As in the proof of Theorem 3, we focus again on vertical strips and process them from bottom-left to top-right. Let \(\mathcal {S}_1^\checkmark \! \) be the strips in \(\mathcal {S}_1\) that have already been processed. Let S be a strip with start rectangle \(\mathcal {P} (u)\) and end rectangle \(\mathcal {P} (v)\) such that every strip left of S is in \(\mathcal {S}_1^\checkmark \! \). The idea is to only compute the parts of \(P_\mathrm {l} (S)\) that do not coincide with a boundary path of a strip \(S' \in \mathcal {S}_1^\checkmark \! \) and the parts of \(P_\mathrm {r} (S)\) that do not coincide with \(P_\mathrm {l} (S)\). Initially, set \(H_1\) as \(L_1(G)[U]\).

We start with \(P_\mathrm {l} (S)\); see Fig. 9(c). Observe that \(P_\mathrm {l} (S)\) should only consist of u, vertices left-bounded in S, v, and vertices on paths \(P_\mathrm {r} (S')\) for \(S' \in \mathcal {S}_1^\checkmark \! \). Let \(P_1, \ldots , P_k\) be the subpaths induced by u, vertices left-bounded in S, and v. Let \(x_i\) be the first vertex of \(P_i\) and \(y_i\) the last. Further let \((w_i, x_i)\) be the leftmost incoming edge of \(x_i\) and let \((y_i, z_i)\) be the leftmost outgoing edge of \(y_i\). For \(i \in \{2, \ldots , n\}\), \(w_i\) already has to be in \(H_1\) but not in U; otherwise \(P_\mathrm {l} (S)\) does not exist. The analogous condition needs to hold for \((y_i, z_i)\). If this holds for each \(i \in \{1, \ldots , k\}\), we add the vertices and edges in each \(P_i\) as well as the edges \((w_i, x_i)\) and \((y_i, z_i)\) to \(H_1\). Finally, we can test that the \(P_i\)’s are in the correct order in \(H_1\) with an st-ordering of \(L_1(G)\).
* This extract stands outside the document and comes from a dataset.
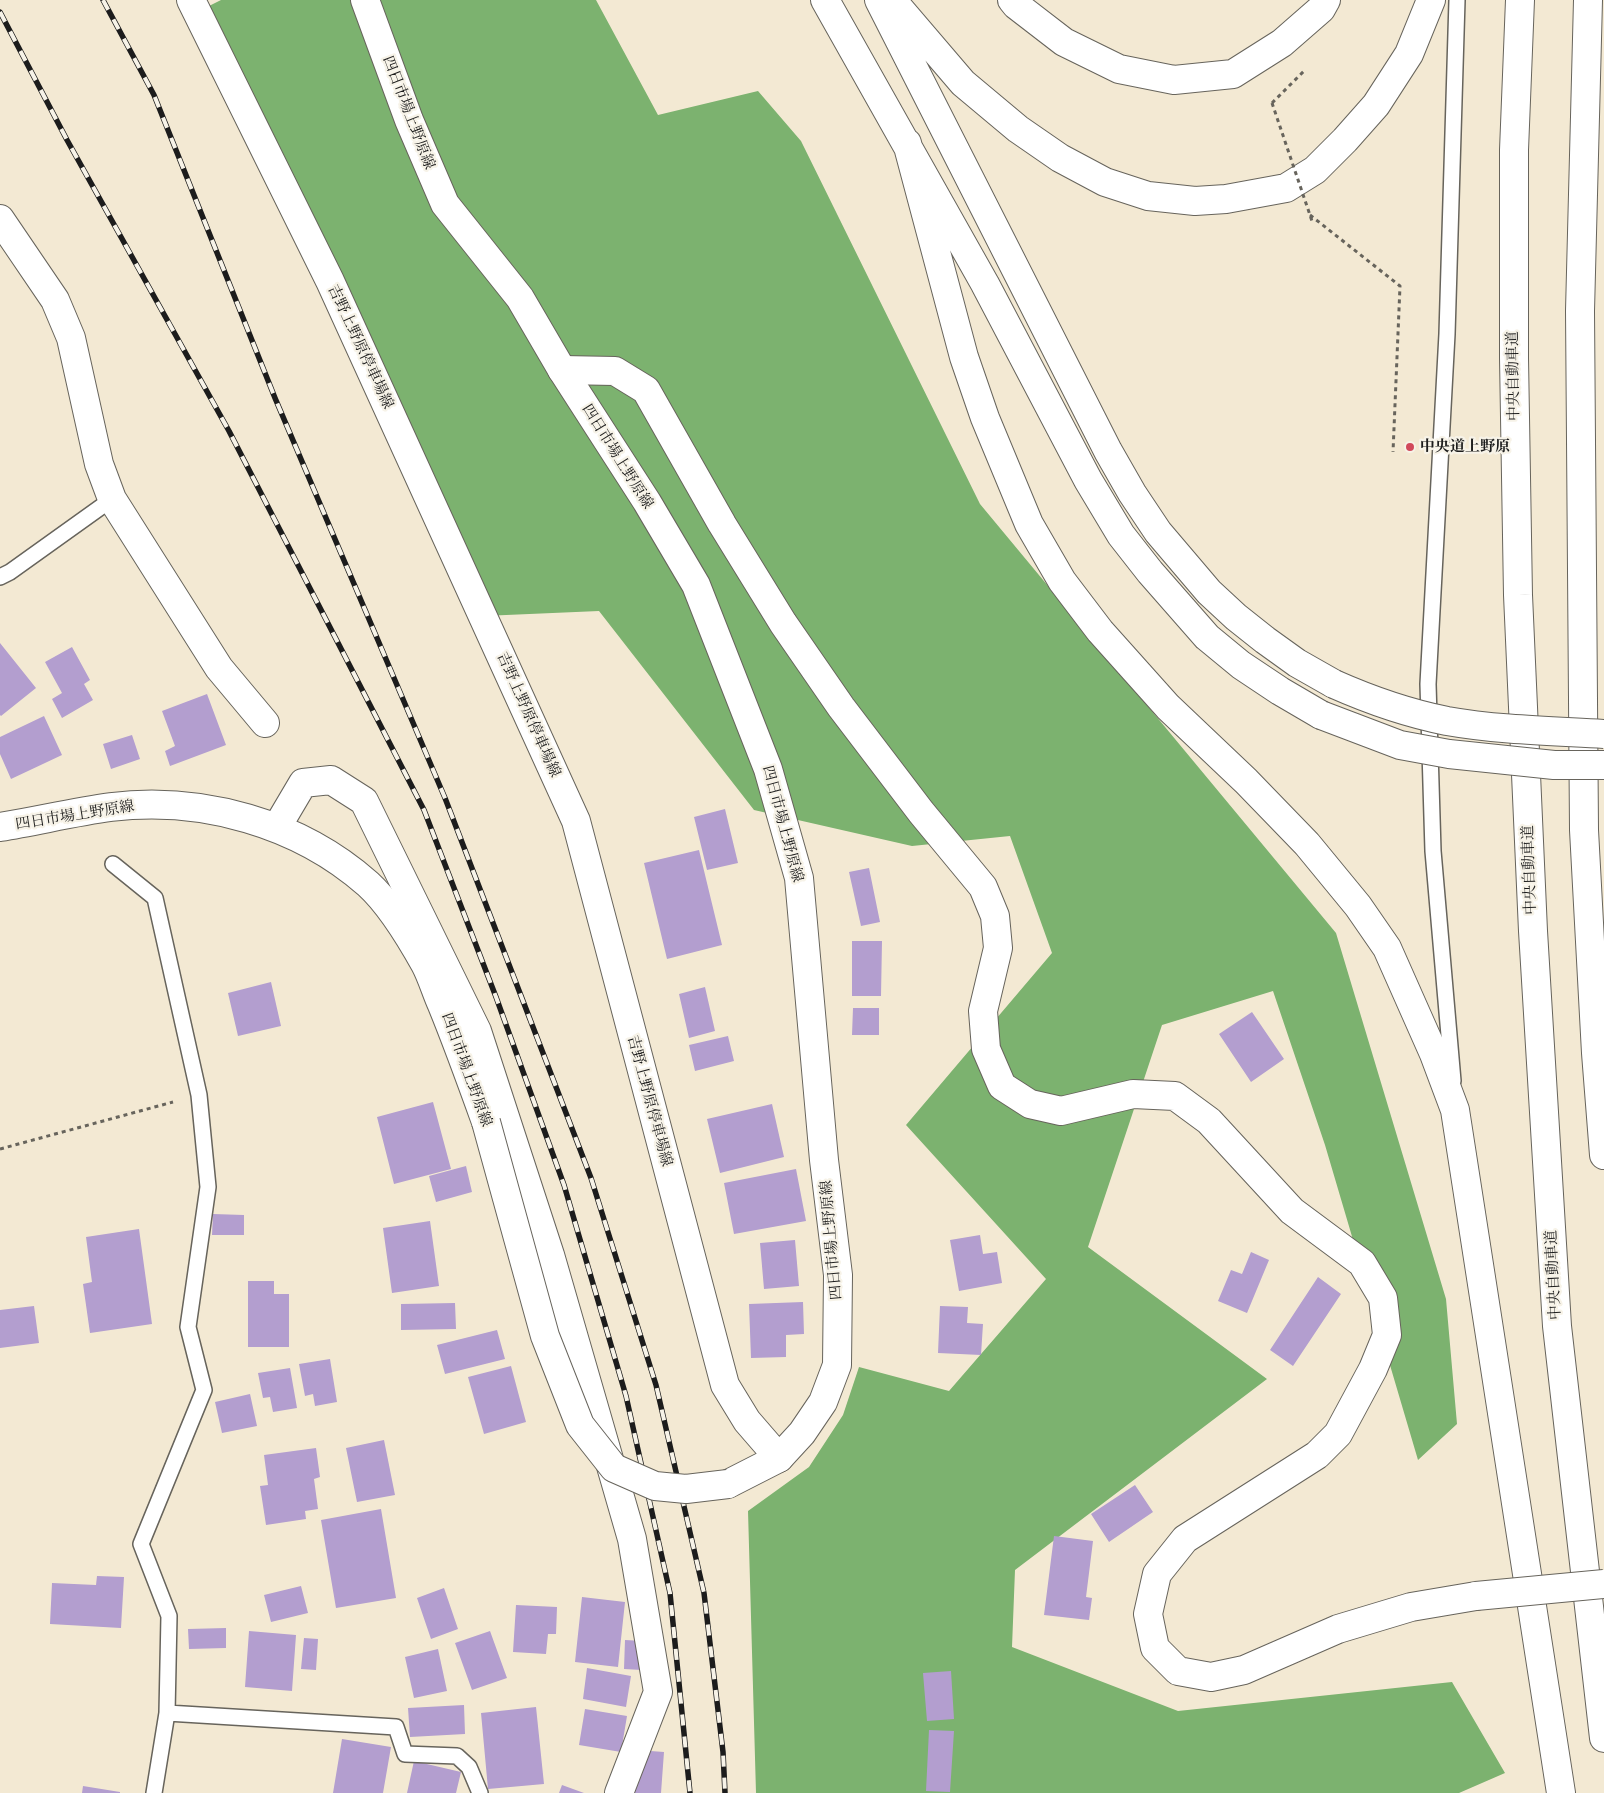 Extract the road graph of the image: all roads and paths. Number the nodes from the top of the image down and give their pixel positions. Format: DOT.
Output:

Checking the existence of \(P_\mathrm {r} (S)\) works like the construction in Theorem 3; see Fig. 9(d). Recall that we extended subpaths induced by u, right-bounded vertices, and v, first with right-most incoming and outgoing edges appropriately, and then tried to join subsequent subpaths by taking the left-most outgoing and incoming edges, respectively. Observe that reaching \(P_\mathrm {l} (S)\) during such an extension, now means that we encounter a vertex in \(H_1 \setminus U\); see Fig. 9. Hence, here we stop extensions when encounter a vertex v that is already in \(H_1\) but not in U. If connecting the subpaths to each other or \(H_1\) is successful, we test their order again with an st-ordering of \(L_1(G)\) and finally add them to \(H_1\).

During the construction of \(H_1\) we also need to label the faces with the strips they belong to. Therefore when a subpath \(P_i\), for \(i \in \{1, \ldots , k-1\}\), is added to \(H_1\) as part of a left boundary path \(P_\mathrm {l} (S)\), we tell its left face that is lies on the left boundary of S. For any subpath added to \(H_1\) as part of a right boundary path \(P_\mathrm {r} (S)\), we tell its left face that it lies inside S.

Lastly, note that the running time is linear in the size of \(H_1\), \(H_2\) and G.    \(\square \)

As a result of Lemmas 5 and 6 we get our main result, Theorem 1.

Theorem 1

The partial representation extension problem for rectangular duals with a fixed regular edge labeling can be solved in linear time. For yes-instances, an explicit rectangular dual can be constructed within the same time bound.

5 Concluding Remarks

We have characterized the partial rectangular duals that admit an extension realizing a given REL in terms of boundary path sets. Based on this, we have given an algorithm that computes an extension, if it exists, in time proportional to the size of the boundary path set. We have sped up this algorithm by considering only the underlying simple graph of a boundary path set – the boundary graph.

The partial rectangular dual extension problem remains open when no REL is specified. Eppstein et al. [9] gave algorithms that compute constrained area-universal rectangular duals and solved the extension problem for RELs. A partial rectangular dual induces a partial REL. Hence an extension of a partial rectangular dual \(\mathcal {P}\) can be found by computing every extension of this partial REL and by testing for each whether it admits an extension of \(\mathcal {P}\), using our linear-time algorithm. There can, however, be exponentially many extensions of a partial REL. We are interested in a faster approach.